[Form 4] QUICKLOGIC Corp Insider Trading Activity
QuickLogic Corp (QUIK) reporting person Nader Elias disclosed transactions on Form 4 dated 09/13/2025. The filing shows an acquisition of 14,882 restricted stock units (RSUs) reported as a non‑derivative/derivative transaction with a $0 price, increasing reported holdings. The non‑derivative section lists 89,331 shares beneficially owned following the transaction; the derivative section lists 14,881 RSUs beneficially owned following the transaction. The RSUs vest 50% after one year and the remaining 50% after two years, subject to continued employment. The form was signed by an attorney‑in‑fact on 09/15/2025.
- 14,882 RSUs granted showing executive equity compensation
- Clear vesting schedule: 50% after one year and 50% after two years, which supports retention
- Post‑transaction beneficial ownership disclosed: 89,331 shares reported directly owned
- None.
Insights
TL;DR: Insider received 14,882 RSUs, modestly increasing direct beneficial ownership; vesting schedule ties compensation to continued service.

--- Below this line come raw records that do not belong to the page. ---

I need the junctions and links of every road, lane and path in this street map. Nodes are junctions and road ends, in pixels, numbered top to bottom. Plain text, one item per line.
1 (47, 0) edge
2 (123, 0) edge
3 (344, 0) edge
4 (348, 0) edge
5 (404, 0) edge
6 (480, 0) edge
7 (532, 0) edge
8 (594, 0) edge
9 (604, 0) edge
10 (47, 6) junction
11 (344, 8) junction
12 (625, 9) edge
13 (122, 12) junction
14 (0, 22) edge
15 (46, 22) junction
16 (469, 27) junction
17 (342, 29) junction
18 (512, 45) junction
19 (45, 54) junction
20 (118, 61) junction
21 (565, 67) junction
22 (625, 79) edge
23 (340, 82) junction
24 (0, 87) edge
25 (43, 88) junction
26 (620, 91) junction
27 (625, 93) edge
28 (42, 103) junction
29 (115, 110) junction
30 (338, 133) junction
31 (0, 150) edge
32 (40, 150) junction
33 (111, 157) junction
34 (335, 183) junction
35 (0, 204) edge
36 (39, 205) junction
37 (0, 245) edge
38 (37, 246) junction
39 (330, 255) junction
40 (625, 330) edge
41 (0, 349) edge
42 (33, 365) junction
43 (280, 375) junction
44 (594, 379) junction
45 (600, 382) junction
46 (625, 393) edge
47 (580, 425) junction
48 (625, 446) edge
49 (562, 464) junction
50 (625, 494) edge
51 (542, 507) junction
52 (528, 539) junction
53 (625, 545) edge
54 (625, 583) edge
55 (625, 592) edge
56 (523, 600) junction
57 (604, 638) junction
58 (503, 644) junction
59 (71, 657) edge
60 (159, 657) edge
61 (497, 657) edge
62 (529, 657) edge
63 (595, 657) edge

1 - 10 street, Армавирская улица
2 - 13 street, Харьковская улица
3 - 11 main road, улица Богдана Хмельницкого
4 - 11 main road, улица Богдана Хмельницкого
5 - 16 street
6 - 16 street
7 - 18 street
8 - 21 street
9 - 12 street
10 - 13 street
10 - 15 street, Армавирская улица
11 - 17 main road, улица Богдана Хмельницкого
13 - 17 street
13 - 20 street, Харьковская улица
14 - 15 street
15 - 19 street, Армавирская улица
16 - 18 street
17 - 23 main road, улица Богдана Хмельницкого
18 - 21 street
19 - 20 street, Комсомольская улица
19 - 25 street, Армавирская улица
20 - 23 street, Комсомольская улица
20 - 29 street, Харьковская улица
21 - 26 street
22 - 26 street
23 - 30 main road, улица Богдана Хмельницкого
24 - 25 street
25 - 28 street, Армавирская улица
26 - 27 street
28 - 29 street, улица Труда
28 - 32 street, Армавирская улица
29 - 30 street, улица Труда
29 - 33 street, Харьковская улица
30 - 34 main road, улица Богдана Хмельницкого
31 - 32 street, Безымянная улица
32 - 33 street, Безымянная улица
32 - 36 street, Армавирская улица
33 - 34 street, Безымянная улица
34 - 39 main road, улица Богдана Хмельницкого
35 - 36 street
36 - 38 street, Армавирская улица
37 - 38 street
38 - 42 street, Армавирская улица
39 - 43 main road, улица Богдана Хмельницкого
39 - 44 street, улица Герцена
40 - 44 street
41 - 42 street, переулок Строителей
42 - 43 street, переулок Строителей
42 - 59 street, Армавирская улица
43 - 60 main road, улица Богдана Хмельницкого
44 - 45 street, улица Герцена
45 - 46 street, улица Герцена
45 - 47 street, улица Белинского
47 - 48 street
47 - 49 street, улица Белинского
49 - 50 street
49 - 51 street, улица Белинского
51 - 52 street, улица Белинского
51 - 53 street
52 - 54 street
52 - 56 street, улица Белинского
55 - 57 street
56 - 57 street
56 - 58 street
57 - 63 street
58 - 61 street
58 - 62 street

The filing documents a grant/acquisition of 14,882 restricted stock units reported at $0, consistent with equity compensation rather than an open‑market purchase. Post‑transaction beneficial ownership is shown as 89,331 shares (direct) with 14,881 RSUs outstanding for the reporting person. The RSU vesting schedule—50% after one year and 50% after two years—indicates multi‑year retention incentives. Based solely on the disclosed numbers, this appears to be routine executive equity compensation and is not, by itself, a material corporate finance event.
TL;DR: Disclosure shows standard time‑based RSU grant with a two‑year vesting profile, aligning executive interests with shareholders.
The Form 4 clearly reports an award of 14,882 RSUs and specifies the vesting terms: half after one year, half after two years, conditional on continued employment. The document is properly executed by an attorney‑in‑fact and provides direct beneficial ownership figures after the transaction. This is a routine governance disclosure that documents insider compensation and ownership; it provides transparency about executive alignment but does not introduce new governance actions or changes in control.